In the material below, list every line carrying the string "Blendon".

- [RECORDS FOR THIS EXERCISE]
=-=-=

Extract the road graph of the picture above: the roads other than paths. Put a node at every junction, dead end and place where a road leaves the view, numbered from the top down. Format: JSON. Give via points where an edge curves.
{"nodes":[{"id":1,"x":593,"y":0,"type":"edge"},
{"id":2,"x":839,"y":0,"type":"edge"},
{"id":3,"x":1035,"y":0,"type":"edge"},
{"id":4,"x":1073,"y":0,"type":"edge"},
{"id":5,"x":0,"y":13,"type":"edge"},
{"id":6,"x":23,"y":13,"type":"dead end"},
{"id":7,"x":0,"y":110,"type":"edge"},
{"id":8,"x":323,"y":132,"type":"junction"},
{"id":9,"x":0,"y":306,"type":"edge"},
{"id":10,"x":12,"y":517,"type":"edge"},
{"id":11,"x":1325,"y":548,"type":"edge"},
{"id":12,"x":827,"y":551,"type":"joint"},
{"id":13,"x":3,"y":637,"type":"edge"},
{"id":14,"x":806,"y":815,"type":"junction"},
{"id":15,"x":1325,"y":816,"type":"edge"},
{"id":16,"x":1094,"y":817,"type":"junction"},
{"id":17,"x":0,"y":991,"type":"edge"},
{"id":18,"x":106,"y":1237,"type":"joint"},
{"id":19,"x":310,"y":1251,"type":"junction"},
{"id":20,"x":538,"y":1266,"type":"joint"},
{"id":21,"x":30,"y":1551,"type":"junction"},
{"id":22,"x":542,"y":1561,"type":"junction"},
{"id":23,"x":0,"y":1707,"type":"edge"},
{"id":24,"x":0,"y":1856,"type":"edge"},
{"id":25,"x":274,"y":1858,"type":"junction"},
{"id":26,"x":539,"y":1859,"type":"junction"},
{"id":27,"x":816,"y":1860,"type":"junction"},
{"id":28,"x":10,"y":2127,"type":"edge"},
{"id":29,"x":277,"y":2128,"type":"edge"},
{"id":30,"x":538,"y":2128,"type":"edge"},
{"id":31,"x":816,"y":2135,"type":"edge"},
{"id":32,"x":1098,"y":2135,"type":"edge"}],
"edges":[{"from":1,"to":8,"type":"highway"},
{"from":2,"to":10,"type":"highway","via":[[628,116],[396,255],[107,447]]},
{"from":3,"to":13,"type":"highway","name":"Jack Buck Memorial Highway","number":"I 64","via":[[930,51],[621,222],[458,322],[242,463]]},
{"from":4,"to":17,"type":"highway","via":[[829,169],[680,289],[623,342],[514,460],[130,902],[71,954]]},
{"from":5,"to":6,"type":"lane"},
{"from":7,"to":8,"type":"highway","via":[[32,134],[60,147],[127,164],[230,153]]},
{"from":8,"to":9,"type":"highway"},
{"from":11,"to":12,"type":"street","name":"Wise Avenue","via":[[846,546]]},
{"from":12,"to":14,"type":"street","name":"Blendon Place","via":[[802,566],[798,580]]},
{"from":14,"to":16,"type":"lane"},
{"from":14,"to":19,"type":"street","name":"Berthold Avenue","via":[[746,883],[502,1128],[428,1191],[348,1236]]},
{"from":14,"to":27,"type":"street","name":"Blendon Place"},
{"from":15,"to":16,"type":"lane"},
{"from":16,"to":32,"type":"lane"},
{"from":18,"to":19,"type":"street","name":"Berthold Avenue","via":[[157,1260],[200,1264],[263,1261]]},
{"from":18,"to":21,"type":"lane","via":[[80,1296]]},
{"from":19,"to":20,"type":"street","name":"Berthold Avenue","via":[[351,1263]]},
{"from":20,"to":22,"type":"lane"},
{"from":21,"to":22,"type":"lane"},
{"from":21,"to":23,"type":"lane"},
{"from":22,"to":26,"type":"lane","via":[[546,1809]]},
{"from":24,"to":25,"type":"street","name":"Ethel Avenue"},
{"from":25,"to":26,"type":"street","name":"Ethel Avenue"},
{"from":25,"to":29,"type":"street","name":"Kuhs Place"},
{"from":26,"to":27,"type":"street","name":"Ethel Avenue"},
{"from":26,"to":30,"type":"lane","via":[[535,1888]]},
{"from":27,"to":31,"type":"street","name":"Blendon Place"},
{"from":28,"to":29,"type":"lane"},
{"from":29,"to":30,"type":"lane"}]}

=-=-=

- [RESPONSE]
{"from":12,"to":14,"type":"street","name":"Blendon Place","via":[[802,566],[798,580]]},
{"from":14,"to":27,"type":"street","name":"Blendon Place"},
{"from":27,"to":31,"type":"street","name":"Blendon Place"},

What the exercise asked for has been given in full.